# [Task objective]
Without the images, print all the entries below exactly as given.

# [Record extracts]
#####

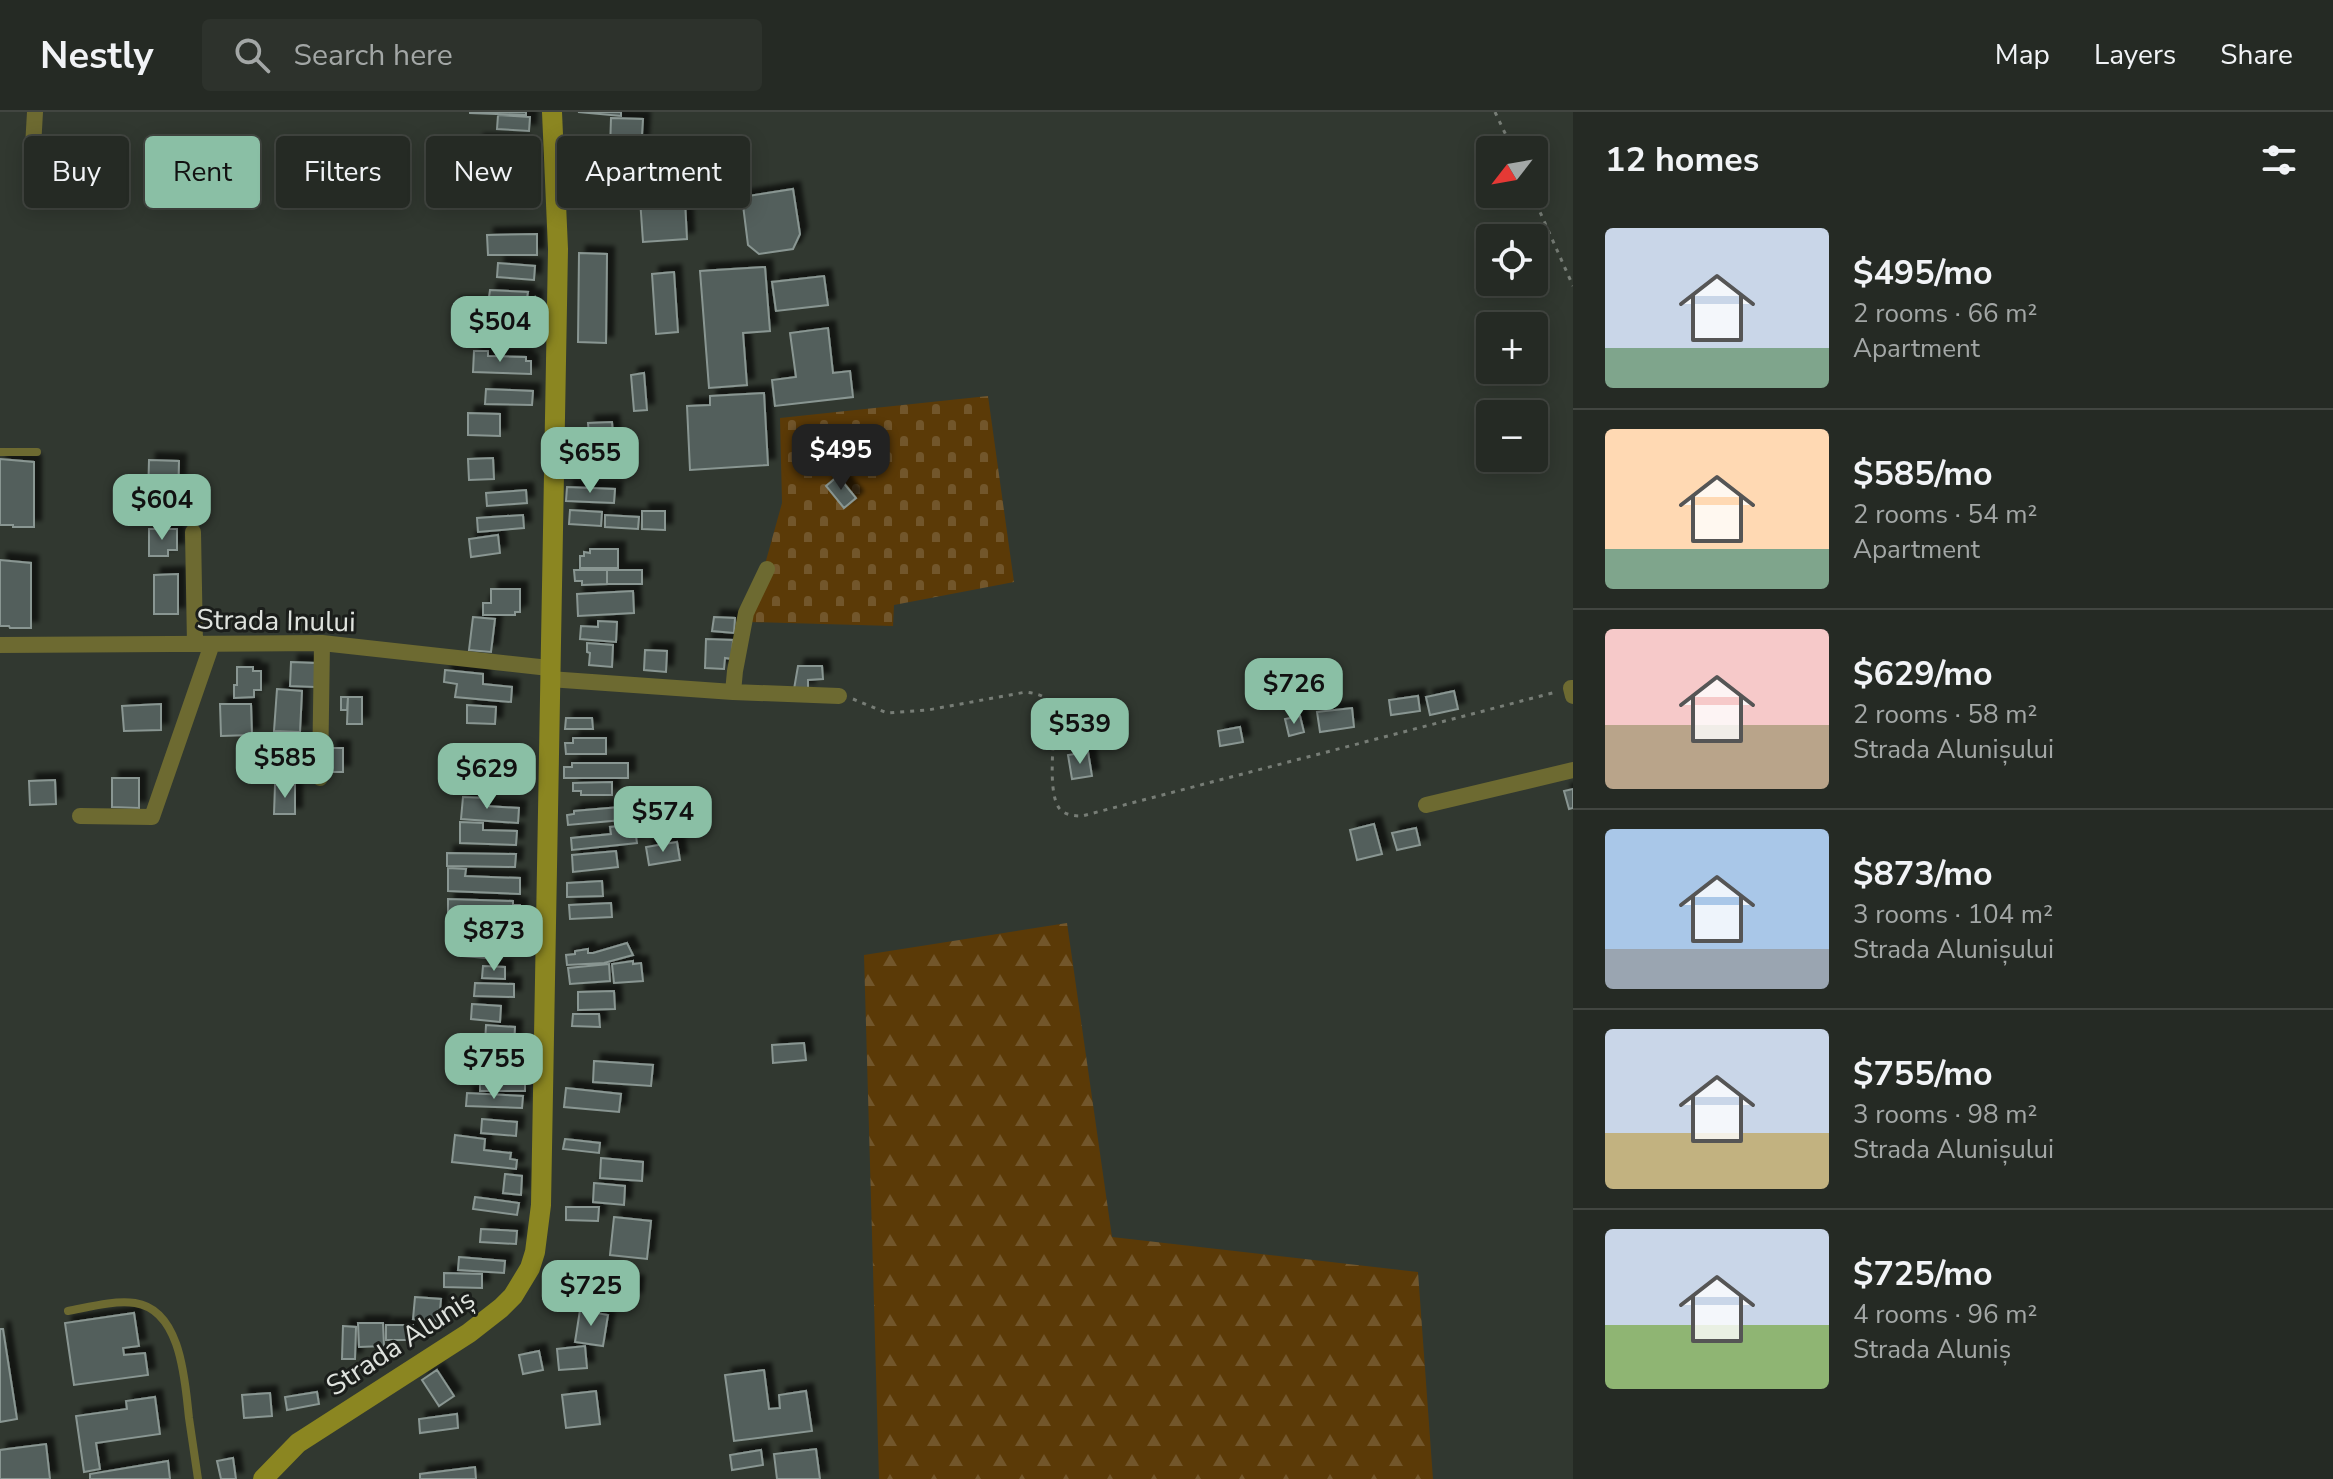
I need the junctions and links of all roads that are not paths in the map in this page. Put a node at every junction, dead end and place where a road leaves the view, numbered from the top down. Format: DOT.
graph roads {
  1 [pos="35,112"];
  2 [pos="552,112"];
  3 [pos="34,136"];
  4 [pos="0,452"];
  5 [pos="37,452"];
  6 [pos="193,532"];
  7 [pos="767,569"];
  8 [pos="322,643"];
  9 [pos="203,644"];
  10 [pos="0,645"];
  11 [pos="549,674"];
  12 [pos="733,692"];
  13 [pos="839,696"];
  14 [pos="1573,770"];
  15 [pos="320,778"];
  16 [pos="1426,805"];
  17 [pos="80,816"];
  18 [pos="68,1311"];
  19 [pos="198,1479"];
  20 [pos="263,1479"];
  1 -- 3 [label="street"];
  2 -- 11 [label="main road, Strada Aluniș"];
  4 -- 5 [label="lane"];
  6 -- 9 [label="street"];
  7 -- 12 [label="street"];
  8 -- 9 [label="street, Strada Inului"];
  8 -- 11 [label="street, Strada Inului"];
  8 -- 15 [label="street"];
  9 -- 10 [label="street, Strada Inului"];
  9 -- 17 [label="street"];
  11 -- 12 [label="street, Strada Inului"];
  11 -- 20 [label="main road, Strada Aluniș"];
  12 -- 13 [label="street, Strada Inului"];
  14 -- 16 [label="street"];
  18 -- 19 [label="lane"];
}
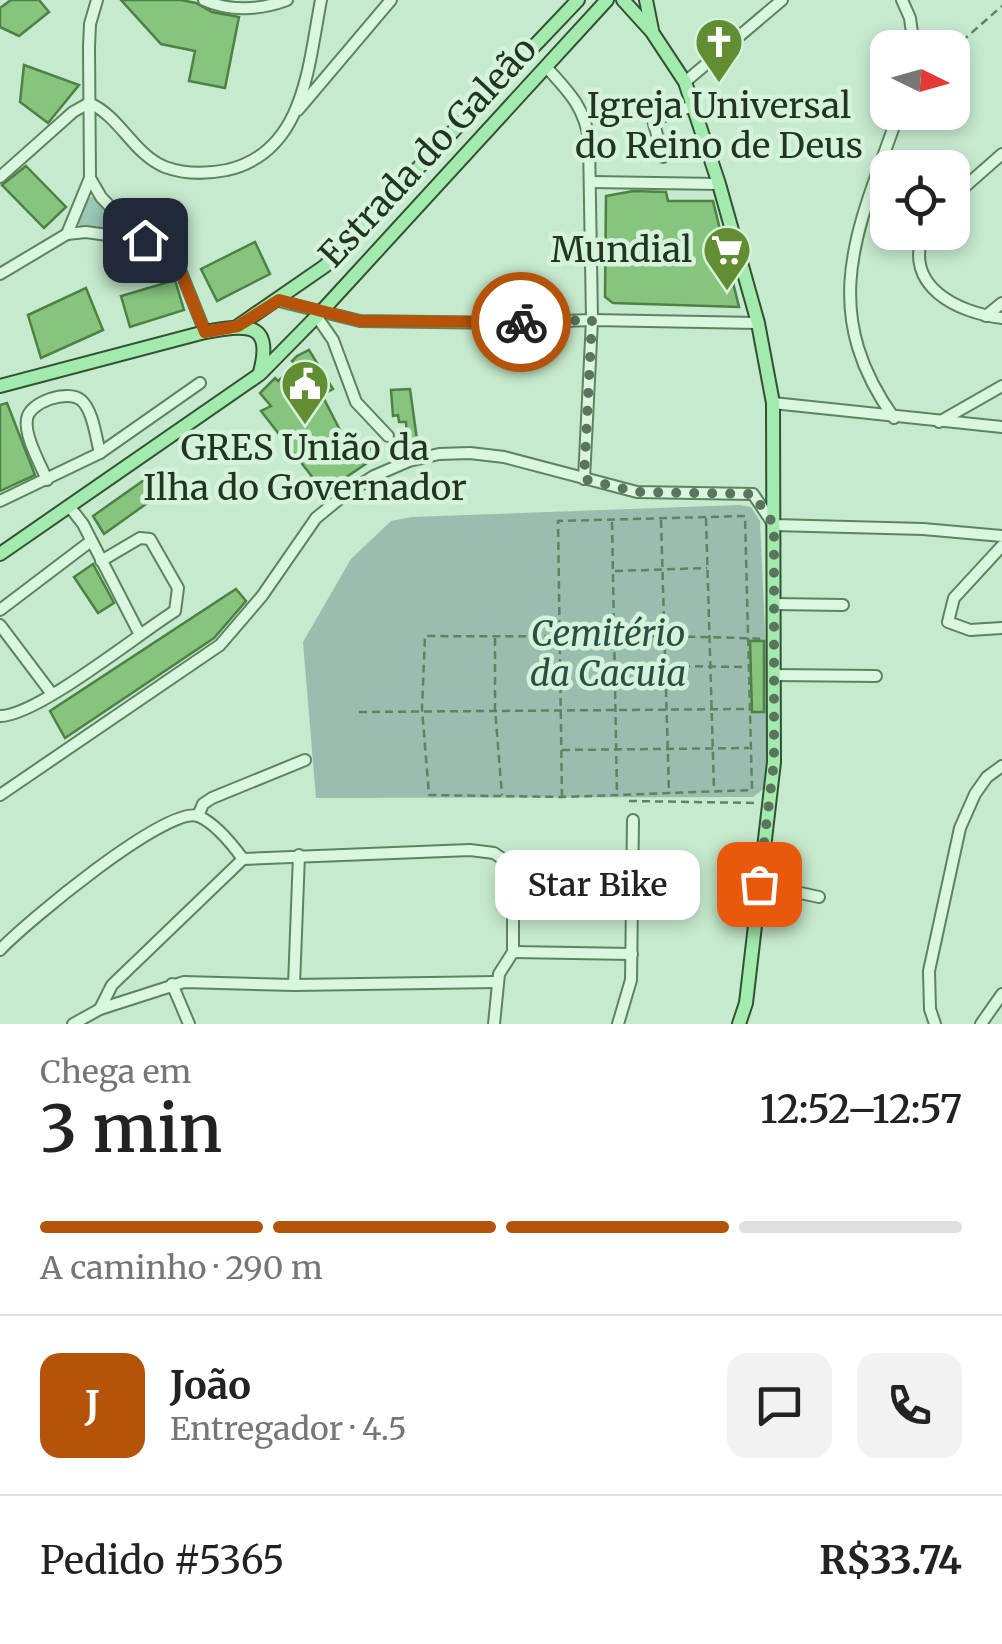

#####

# [Output of the exercise]
I need the junctions and links of all roads that are not paths in the map in this page. Put a node at every junction, dead end and place where a road leaves the view, numbered from the top down. Format: DOT.
graph roads {
  1 [pos="35,112"];
  2 [pos="552,112"];
  3 [pos="34,136"];
  4 [pos="0,452"];
  5 [pos="37,452"];
  6 [pos="193,532"];
  7 [pos="767,569"];
  8 [pos="322,643"];
  9 [pos="203,644"];
  10 [pos="0,645"];
  11 [pos="549,674"];
  12 [pos="733,692"];
  13 [pos="839,696"];
  14 [pos="1573,770"];
  15 [pos="320,778"];
  16 [pos="1426,805"];
  17 [pos="80,816"];
  18 [pos="68,1311"];
  19 [pos="198,1479"];
  20 [pos="263,1479"];
  1 -- 3 [label="street"];
  2 -- 11 [label="main road, Strada Aluniș"];
  4 -- 5 [label="lane"];
  6 -- 9 [label="street"];
  7 -- 12 [label="street"];
  8 -- 9 [label="street, Strada Inului"];
  8 -- 11 [label="street, Strada Inului"];
  8 -- 15 [label="street"];
  9 -- 10 [label="street, Strada Inului"];
  9 -- 17 [label="street"];
  11 -- 12 [label="street, Strada Inului"];
  11 -- 20 [label="main road, Strada Aluniș"];
  12 -- 13 [label="street, Strada Inului"];
  14 -- 16 [label="street"];
  18 -- 19 [label="lane"];
}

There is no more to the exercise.